§ THE PROBLEM
Report how many lines in the records that follow have the word "image" in them, giving the number and nothing more.

§ MATERIALS PROVIDED
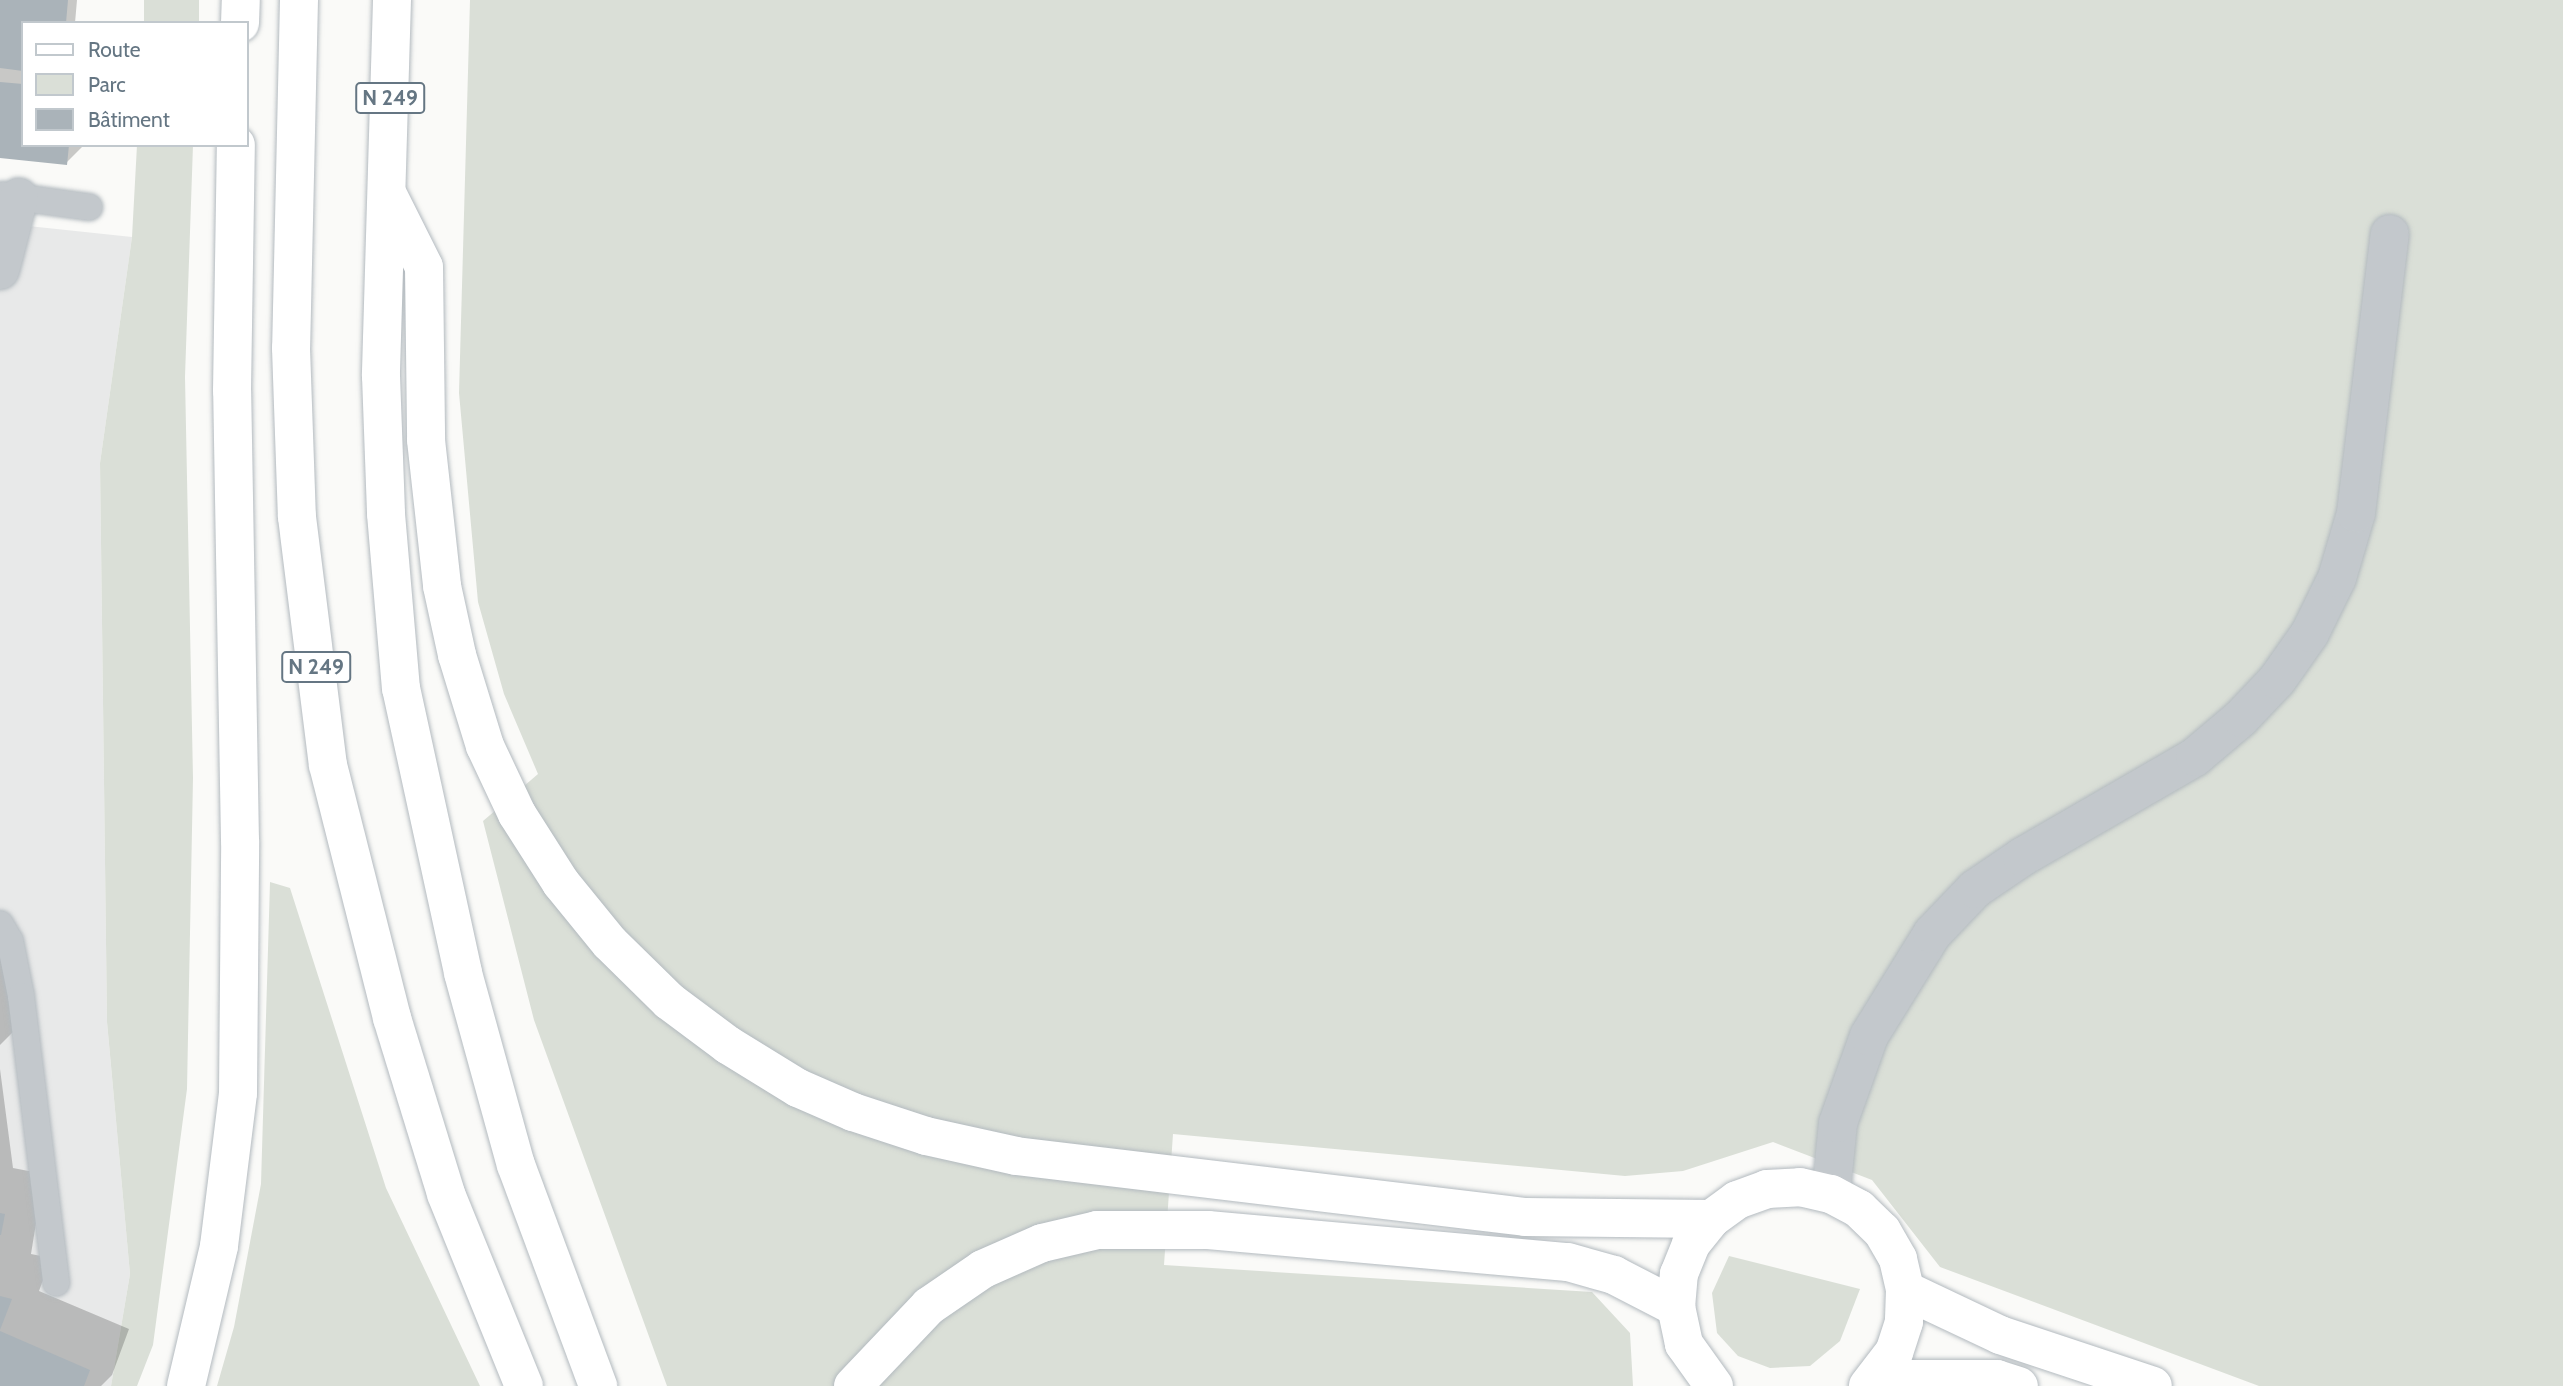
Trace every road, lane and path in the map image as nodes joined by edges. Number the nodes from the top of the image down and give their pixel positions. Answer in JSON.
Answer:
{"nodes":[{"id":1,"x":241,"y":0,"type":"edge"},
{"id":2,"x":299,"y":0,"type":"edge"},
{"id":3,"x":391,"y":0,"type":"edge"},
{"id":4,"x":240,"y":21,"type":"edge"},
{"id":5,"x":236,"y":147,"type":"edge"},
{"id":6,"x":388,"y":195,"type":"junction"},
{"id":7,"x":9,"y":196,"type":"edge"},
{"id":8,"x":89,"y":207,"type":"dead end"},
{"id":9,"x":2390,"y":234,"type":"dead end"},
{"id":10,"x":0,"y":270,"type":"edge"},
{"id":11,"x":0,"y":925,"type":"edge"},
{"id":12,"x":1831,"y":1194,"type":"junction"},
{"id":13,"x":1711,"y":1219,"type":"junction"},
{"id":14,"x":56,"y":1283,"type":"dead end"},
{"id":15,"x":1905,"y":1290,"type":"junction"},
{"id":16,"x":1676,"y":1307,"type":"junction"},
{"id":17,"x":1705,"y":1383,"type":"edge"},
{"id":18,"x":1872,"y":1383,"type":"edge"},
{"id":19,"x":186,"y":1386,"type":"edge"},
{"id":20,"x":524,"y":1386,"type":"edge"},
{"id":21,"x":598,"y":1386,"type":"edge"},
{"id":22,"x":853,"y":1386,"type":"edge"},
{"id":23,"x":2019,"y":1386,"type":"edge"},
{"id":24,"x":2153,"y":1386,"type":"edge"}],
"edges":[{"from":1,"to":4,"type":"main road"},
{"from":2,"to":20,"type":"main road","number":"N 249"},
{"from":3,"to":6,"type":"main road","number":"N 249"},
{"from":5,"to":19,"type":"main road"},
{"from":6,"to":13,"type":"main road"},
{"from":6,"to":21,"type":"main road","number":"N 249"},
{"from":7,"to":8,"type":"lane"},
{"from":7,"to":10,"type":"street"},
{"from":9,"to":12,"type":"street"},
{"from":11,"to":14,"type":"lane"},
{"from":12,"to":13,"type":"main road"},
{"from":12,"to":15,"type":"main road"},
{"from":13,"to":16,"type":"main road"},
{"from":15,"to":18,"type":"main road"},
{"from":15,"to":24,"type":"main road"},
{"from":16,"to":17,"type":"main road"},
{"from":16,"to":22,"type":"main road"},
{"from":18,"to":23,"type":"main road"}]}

==

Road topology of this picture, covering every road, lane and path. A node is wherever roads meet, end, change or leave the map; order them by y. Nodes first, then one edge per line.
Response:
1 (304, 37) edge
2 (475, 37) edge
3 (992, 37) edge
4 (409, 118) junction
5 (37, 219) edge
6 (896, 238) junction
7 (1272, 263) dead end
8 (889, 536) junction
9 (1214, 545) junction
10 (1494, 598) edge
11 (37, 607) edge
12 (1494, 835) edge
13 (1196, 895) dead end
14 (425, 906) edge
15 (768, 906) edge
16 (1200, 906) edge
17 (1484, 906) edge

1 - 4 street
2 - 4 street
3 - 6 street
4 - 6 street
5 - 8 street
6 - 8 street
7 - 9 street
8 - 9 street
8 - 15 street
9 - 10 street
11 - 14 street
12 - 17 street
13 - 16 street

==

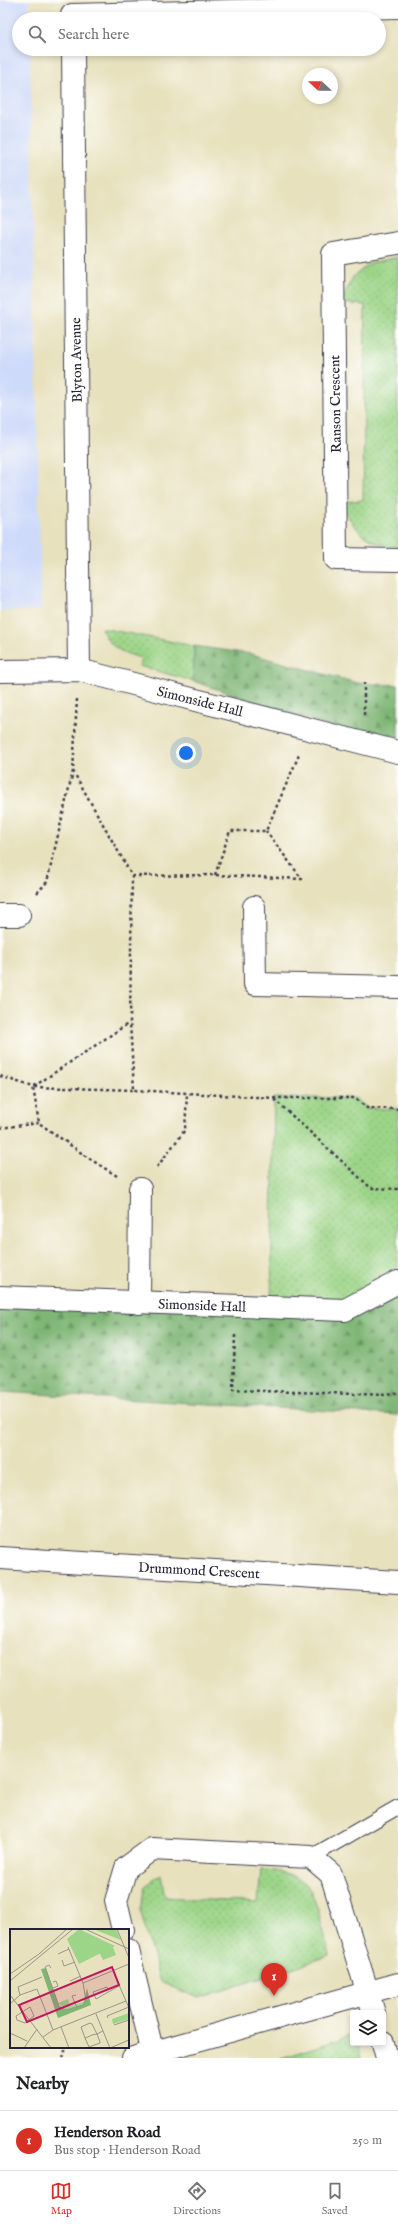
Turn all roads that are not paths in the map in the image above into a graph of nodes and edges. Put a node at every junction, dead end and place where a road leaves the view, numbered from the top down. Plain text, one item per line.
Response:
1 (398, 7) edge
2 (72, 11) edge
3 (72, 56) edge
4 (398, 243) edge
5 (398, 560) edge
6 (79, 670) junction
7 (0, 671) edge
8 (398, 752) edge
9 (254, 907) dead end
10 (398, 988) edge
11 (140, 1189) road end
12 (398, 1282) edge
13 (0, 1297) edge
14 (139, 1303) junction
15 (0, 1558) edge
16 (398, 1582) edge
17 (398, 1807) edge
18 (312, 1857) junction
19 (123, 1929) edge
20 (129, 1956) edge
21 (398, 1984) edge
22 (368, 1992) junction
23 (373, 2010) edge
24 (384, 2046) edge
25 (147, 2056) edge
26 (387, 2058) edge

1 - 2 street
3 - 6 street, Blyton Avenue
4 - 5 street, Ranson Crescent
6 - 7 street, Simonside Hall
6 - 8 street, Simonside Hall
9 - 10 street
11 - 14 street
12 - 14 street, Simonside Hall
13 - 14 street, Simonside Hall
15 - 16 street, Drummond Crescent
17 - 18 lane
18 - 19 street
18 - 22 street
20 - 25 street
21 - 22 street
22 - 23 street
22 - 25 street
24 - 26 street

§ SOLUTION TO THE PROBLEM
2